In the first count the plaintiffs Colonial Oaks West, Inc. and Deerfield Estates, Inc. alleged that before applying to the Planning Board they were informally advised that they would not receive preliminary approval unless they donated the sum of $100,000 for school expansion purposes; that in the light of the foregoing and under duress they agreed to pay the $100,000 and have actually paid part thereof, namely $25,000; and they sought judgment for the return of the $25,000 and cancellation of their agreement to pay the remaining $75,000. On the basis of full testimony the Law Division found that the agreement to pay the $100,000 was obtained under duress and was "void and of no effect." See West Park Ave., Inc. v.
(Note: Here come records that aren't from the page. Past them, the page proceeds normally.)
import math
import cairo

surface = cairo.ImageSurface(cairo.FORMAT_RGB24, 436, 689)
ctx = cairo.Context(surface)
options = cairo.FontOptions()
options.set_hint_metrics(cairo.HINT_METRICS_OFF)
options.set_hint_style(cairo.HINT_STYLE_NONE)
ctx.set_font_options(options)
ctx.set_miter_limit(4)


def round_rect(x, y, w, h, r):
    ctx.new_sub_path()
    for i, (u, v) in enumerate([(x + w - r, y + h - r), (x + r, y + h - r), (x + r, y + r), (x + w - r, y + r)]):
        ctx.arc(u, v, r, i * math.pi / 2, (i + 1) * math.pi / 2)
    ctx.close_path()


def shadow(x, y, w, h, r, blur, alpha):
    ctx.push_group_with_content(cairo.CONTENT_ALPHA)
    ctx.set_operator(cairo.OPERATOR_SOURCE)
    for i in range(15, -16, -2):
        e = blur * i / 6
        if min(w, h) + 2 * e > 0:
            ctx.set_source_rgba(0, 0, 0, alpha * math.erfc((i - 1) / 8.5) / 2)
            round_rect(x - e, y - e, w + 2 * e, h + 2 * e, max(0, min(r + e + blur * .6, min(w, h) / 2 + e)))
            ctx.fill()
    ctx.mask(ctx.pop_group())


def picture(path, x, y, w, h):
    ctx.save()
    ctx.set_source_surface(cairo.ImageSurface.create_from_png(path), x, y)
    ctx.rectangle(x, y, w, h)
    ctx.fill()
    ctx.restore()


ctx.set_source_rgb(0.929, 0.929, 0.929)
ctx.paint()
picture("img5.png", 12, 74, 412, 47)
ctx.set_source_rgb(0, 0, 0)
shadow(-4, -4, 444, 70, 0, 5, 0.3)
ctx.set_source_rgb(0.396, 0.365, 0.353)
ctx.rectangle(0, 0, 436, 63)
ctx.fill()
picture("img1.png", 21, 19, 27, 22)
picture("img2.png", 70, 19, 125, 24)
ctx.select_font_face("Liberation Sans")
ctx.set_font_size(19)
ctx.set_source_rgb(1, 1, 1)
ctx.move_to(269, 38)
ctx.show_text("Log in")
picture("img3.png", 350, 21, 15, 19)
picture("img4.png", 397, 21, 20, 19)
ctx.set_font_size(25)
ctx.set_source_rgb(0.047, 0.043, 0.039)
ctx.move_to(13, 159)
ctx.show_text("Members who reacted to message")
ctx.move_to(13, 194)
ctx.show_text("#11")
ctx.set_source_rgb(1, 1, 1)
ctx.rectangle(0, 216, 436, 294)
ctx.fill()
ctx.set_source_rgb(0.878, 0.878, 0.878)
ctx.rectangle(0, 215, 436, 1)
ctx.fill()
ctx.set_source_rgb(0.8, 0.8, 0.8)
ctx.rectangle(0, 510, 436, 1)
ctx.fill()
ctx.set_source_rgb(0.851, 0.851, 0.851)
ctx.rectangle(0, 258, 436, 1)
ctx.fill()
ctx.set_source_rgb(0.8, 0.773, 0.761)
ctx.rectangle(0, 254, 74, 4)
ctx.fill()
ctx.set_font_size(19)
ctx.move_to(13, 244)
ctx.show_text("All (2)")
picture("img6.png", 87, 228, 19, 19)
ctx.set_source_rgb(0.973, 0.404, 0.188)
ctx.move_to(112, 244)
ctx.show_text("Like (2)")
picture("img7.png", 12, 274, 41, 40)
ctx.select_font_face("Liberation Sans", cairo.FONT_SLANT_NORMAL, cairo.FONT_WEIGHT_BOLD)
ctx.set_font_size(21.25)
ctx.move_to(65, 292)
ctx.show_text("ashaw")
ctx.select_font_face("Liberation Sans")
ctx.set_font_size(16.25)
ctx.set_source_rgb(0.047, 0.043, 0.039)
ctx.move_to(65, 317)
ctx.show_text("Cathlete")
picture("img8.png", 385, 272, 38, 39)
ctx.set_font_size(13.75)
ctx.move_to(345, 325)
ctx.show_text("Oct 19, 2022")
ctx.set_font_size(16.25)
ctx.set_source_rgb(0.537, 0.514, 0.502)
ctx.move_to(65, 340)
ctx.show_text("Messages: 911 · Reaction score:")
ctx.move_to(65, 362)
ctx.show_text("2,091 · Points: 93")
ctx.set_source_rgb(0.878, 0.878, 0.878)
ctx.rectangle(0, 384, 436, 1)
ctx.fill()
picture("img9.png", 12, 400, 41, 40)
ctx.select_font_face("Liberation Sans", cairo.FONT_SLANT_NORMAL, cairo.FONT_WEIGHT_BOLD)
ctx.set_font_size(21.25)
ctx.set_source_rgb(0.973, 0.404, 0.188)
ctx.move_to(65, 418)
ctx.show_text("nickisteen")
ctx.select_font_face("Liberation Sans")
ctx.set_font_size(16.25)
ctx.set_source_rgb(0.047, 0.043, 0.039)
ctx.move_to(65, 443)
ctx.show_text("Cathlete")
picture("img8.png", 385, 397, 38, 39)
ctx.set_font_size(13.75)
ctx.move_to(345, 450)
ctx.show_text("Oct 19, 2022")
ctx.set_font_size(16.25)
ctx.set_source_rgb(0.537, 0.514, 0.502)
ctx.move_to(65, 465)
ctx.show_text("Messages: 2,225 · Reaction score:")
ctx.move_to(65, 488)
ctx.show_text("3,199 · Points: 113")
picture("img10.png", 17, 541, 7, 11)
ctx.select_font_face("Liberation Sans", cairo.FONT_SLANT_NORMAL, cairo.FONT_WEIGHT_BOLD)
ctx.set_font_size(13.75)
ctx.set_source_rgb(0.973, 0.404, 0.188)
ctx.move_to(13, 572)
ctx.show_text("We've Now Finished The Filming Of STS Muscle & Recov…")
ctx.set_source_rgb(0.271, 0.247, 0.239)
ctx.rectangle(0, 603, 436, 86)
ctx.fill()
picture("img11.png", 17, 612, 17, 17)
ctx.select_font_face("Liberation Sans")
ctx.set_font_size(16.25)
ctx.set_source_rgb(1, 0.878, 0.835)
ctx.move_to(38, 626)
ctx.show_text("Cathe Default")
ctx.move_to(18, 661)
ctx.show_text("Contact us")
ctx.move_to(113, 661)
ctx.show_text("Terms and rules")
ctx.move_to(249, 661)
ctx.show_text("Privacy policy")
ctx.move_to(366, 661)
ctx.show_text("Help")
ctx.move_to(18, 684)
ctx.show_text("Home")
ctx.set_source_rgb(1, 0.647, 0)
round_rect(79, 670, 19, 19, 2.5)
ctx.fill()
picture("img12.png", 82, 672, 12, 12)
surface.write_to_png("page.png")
Ocean Tp., 48 N.J. 122 (1966); Midtown Properties, Inc. v. Madison Tp., 68 N.J. Super. 197, 210 (Law Div. 1961), aff'd, 78 N.J. Super. 471 (App. Div. 1963). It directed that the $25,000 already paid be returned by the Board of Education to the plaintiff Deerfield Estates, Inc. and that the requirement for payment of the remaining $75,000 agreed upon "be set aside." Since *564 the defendants have not appealed from this direction it stands as entered and is not now before us for review.

In the second count the plaintiff Joaldan, Inc. alleged that although the Township operates its own water supply utility, it compelled the plaintiff to extend off-site water mains along Cranbury Road and as a result the Township was unjustly enriched in the sum of $29,497.50. In the third count the plaintiffs Colonial Oaks, Inc., Deerfield Estates, Inc., Picaro Building & Contracting Co., Inc., Picaro Brothers, Inc., and Picaro Home Builders, Inc. alleged that the Township required that they install on-site water mains and as a result the Township was unjustly enriched in the sum of $250,000 (later reduced to $219,677.36). The Law Division found that the requirement in the Land Subdivision Ordinance of the Township that plaintiffs install on-site water mains constituted "a lawful exercise of municipal power" and that the plaintiffs were not entitled to any reimbursement for their expenditures in connection with the on-site water mains. It also found that the alleged off-site water mains which the Planning Board required plaintiff Joaldan, Inc. to install were, under the particular circumstances as they appeared from the record, "in a real sense an on-site improvement." This explicit factual determination was not the subject of any direct attack by the plaintiffs either in their brief before the Appellate Division or in their petition for certification before us and we shall therefore not consider disturbing it.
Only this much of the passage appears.